What is required
Across the entries that follow, how many lines have the word "junctions" in them? Give only the number.

Source material
※ ※ ※

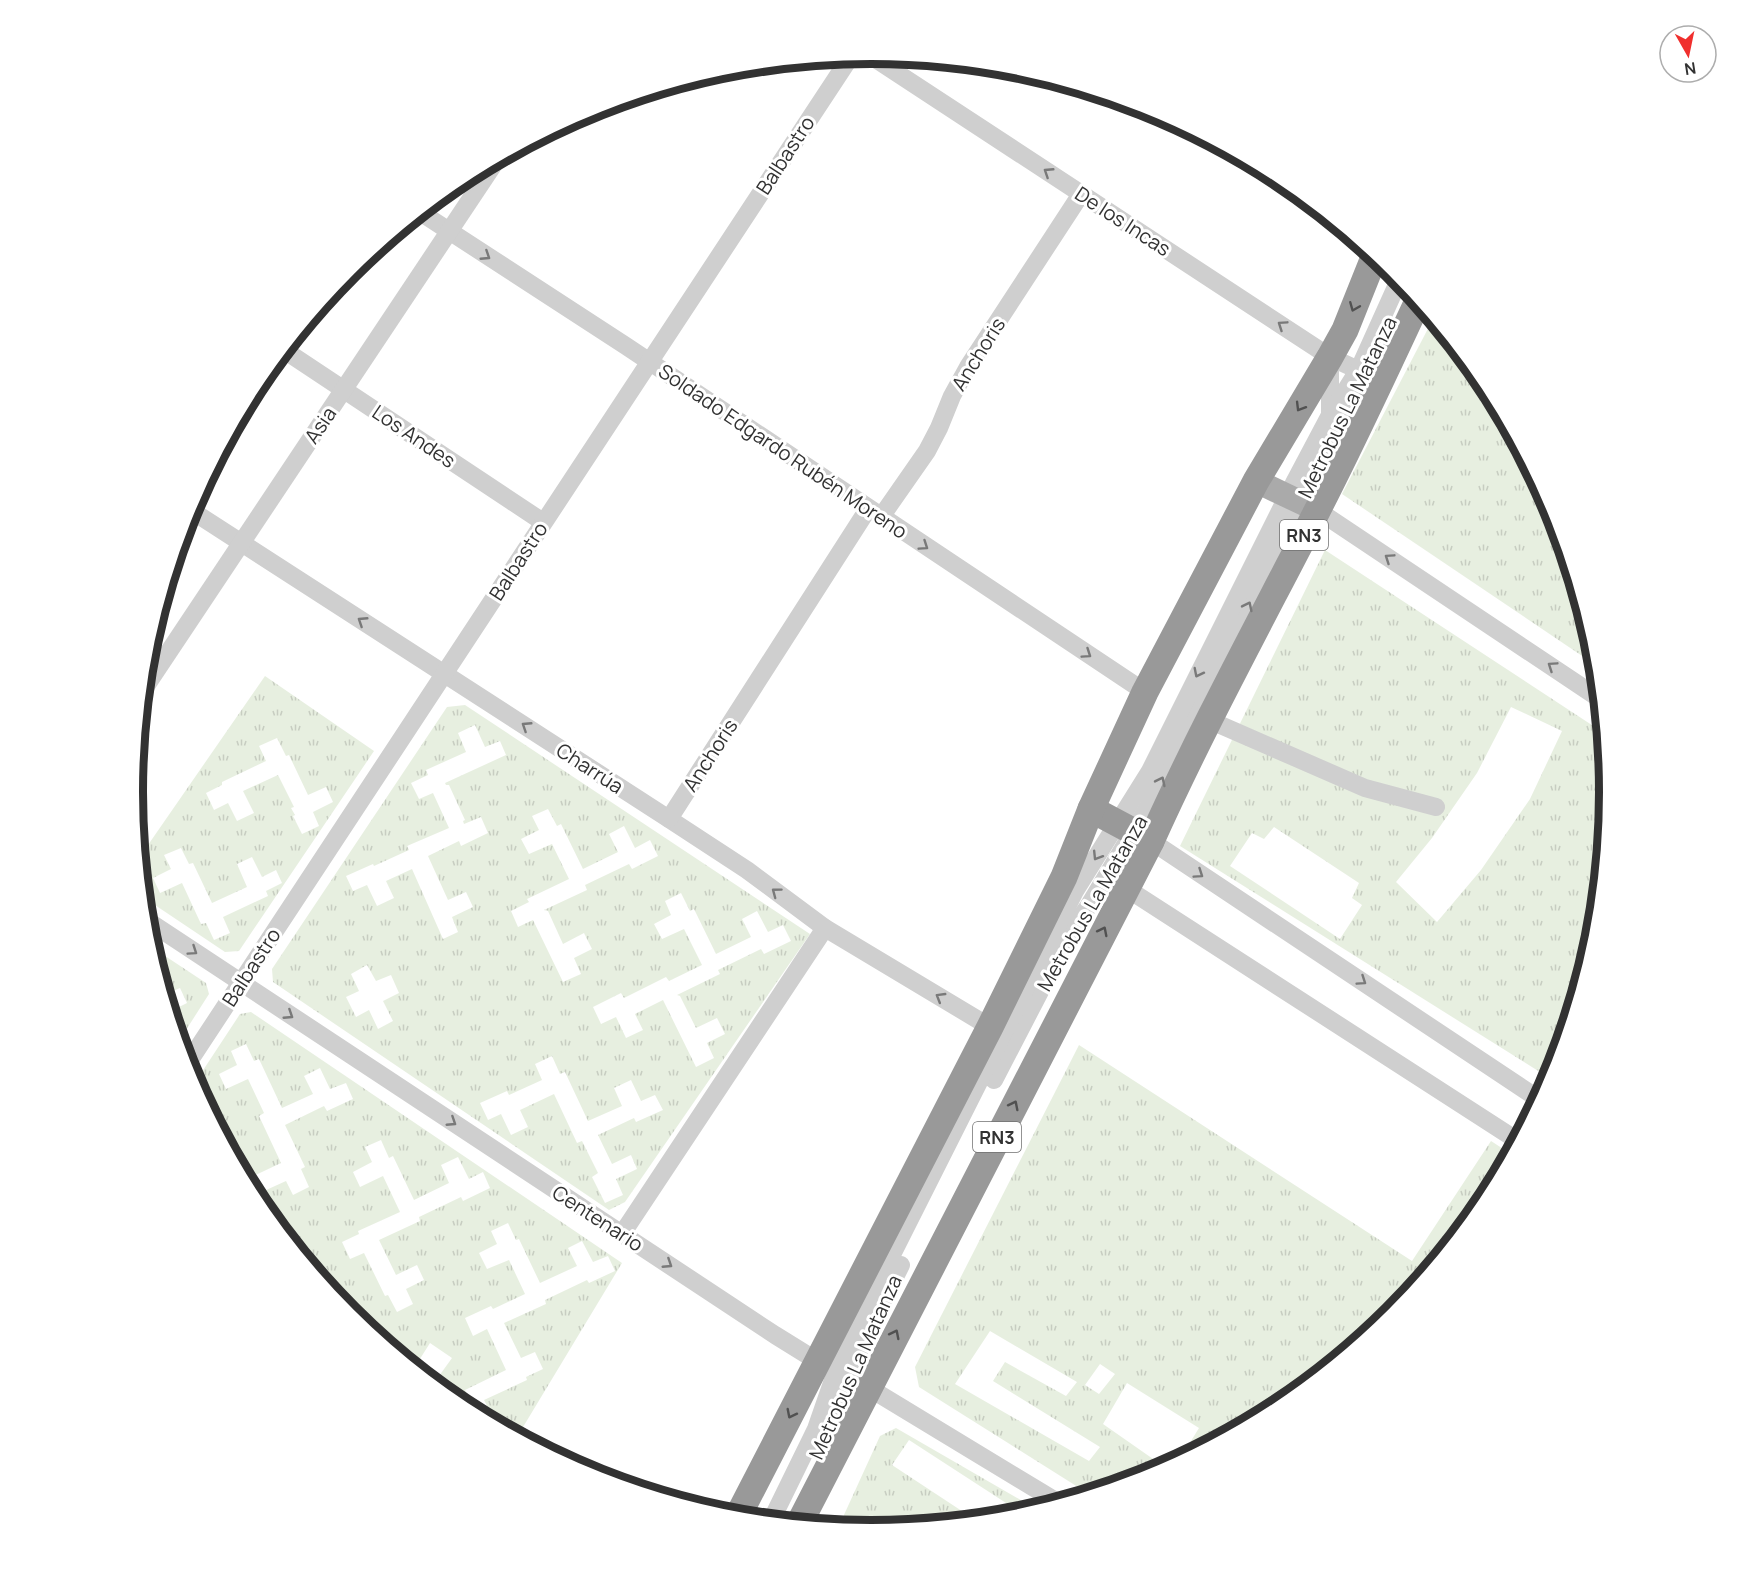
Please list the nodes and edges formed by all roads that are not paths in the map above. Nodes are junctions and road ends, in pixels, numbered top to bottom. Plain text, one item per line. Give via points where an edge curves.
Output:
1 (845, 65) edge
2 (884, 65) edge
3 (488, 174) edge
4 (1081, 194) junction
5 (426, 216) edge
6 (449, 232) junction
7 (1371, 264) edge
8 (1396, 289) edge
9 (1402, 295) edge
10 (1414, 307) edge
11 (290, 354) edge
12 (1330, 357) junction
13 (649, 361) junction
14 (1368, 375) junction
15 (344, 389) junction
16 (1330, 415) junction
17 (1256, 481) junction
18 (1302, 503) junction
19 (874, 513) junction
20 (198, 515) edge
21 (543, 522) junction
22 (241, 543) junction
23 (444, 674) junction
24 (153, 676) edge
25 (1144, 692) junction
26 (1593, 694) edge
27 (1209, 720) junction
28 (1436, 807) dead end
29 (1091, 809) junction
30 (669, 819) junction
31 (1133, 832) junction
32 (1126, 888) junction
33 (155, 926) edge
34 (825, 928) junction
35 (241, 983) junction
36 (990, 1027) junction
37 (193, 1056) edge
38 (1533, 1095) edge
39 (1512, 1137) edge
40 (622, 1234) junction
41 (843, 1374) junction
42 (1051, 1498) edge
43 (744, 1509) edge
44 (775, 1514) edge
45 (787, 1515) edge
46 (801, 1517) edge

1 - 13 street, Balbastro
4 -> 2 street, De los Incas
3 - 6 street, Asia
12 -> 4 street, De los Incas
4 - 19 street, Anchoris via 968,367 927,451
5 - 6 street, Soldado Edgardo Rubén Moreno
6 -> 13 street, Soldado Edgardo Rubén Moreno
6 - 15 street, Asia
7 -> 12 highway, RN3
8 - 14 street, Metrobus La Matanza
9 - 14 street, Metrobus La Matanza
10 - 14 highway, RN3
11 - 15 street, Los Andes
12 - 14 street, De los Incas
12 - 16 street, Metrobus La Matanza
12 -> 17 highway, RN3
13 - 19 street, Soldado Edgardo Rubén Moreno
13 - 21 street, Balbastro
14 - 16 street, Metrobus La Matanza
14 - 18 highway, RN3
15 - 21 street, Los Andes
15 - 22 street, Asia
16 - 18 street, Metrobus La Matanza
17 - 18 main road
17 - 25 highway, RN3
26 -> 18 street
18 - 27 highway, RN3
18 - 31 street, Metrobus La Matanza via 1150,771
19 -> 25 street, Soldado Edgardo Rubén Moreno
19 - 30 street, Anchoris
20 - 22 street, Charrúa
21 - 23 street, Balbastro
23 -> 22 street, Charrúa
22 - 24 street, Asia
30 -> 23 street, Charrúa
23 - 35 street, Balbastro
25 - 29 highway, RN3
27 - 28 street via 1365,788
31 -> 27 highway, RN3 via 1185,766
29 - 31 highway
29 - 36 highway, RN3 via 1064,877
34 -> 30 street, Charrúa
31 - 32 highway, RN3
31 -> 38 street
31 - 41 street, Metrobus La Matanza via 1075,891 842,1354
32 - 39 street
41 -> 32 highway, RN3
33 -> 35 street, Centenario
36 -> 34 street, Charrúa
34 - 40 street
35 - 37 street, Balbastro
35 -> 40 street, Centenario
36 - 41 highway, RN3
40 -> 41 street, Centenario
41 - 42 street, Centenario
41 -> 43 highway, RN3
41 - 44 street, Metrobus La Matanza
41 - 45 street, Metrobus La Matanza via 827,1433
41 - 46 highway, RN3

※ ※ ※

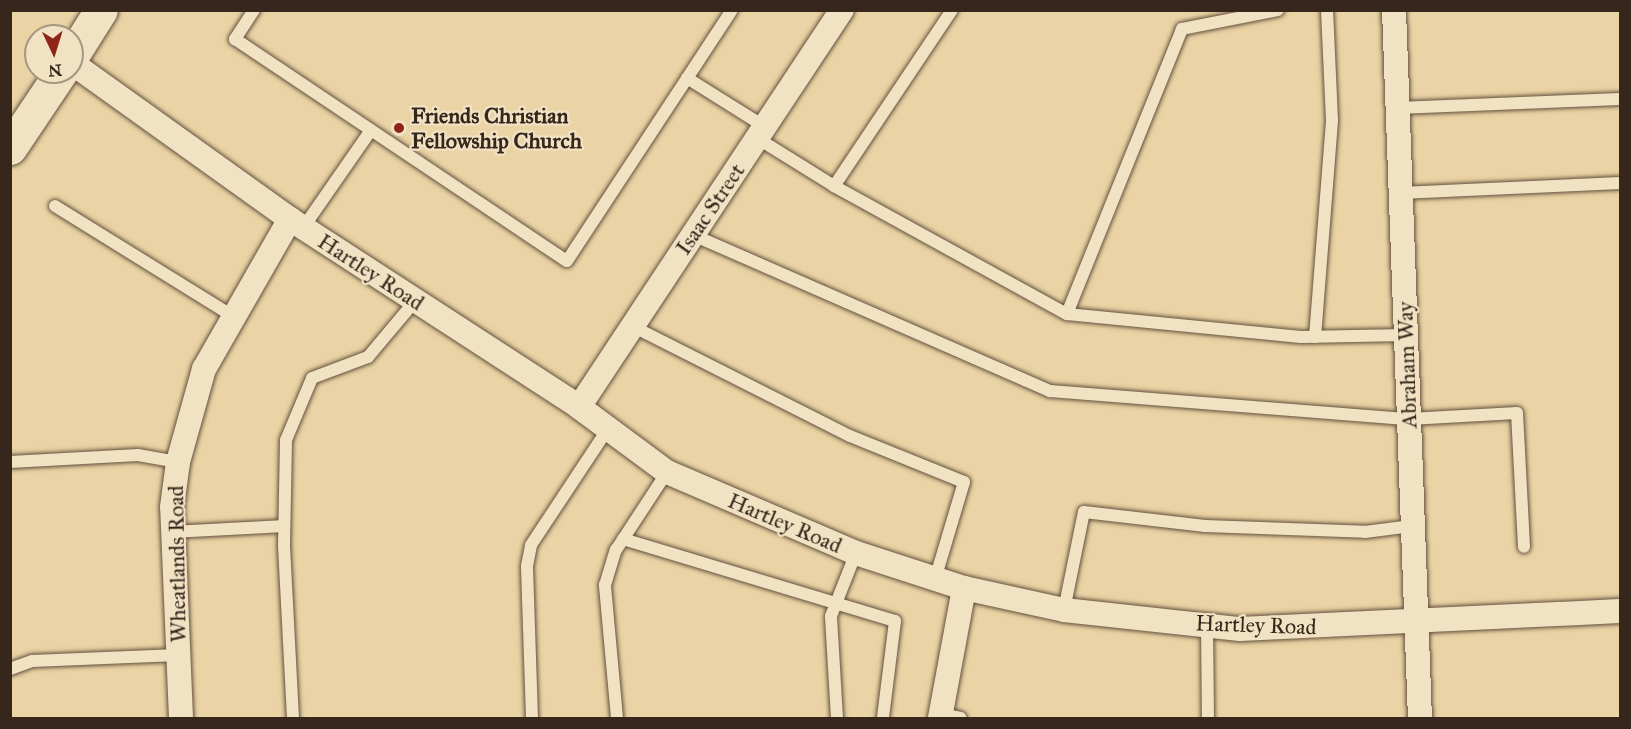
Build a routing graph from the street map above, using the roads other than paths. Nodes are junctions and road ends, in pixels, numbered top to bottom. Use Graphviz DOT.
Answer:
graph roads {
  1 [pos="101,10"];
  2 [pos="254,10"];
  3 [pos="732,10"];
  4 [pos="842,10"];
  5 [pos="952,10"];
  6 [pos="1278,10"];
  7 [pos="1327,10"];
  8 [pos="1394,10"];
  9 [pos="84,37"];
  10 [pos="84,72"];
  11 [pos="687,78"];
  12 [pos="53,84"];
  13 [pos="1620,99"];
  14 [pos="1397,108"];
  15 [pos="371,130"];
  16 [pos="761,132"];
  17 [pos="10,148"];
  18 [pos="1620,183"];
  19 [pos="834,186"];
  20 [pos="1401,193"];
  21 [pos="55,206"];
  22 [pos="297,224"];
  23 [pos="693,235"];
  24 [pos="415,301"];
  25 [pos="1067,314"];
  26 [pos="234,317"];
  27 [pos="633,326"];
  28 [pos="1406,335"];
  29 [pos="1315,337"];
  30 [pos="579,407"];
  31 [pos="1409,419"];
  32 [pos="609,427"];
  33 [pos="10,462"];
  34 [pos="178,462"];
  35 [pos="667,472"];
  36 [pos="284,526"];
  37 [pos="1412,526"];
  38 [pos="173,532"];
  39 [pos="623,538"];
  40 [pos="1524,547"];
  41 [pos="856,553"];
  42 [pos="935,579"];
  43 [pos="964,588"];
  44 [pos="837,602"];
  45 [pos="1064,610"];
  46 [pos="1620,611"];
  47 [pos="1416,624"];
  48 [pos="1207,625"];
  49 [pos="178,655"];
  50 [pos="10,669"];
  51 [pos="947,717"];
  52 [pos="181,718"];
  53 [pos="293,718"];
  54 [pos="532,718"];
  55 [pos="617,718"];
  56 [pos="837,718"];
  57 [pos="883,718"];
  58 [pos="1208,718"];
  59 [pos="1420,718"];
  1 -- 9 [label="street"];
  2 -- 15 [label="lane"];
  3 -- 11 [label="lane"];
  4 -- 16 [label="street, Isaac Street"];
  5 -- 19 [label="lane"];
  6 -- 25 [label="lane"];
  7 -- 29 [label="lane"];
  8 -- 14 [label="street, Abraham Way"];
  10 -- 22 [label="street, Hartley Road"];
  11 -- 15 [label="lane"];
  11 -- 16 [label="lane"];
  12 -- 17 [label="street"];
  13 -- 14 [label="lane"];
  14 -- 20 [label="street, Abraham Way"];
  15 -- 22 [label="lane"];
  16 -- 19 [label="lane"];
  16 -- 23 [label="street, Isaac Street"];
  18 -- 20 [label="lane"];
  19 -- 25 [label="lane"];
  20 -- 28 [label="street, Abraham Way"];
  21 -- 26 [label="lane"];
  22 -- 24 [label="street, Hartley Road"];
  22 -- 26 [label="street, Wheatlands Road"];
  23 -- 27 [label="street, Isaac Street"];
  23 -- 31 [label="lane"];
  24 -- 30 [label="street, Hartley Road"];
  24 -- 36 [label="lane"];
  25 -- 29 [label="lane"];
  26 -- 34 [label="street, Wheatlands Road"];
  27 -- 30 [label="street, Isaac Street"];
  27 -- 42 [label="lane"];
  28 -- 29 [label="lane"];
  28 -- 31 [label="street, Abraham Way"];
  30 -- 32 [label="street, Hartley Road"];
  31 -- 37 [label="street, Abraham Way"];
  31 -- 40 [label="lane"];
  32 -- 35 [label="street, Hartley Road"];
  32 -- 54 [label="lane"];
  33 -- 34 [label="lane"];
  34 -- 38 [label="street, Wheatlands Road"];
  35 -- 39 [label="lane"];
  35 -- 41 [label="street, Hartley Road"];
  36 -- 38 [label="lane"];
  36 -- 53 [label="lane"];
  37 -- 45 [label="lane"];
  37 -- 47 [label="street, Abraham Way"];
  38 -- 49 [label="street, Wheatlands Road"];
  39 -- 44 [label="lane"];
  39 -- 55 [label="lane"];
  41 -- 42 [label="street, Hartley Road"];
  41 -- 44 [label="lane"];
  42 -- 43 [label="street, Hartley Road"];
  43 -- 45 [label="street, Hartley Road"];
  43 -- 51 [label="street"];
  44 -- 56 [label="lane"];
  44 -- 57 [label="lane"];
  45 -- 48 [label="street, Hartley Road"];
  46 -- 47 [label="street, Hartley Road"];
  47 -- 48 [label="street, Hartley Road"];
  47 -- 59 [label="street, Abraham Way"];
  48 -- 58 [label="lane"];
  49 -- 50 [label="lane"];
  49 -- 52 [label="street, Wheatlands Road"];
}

※ ※ ※

Reply
2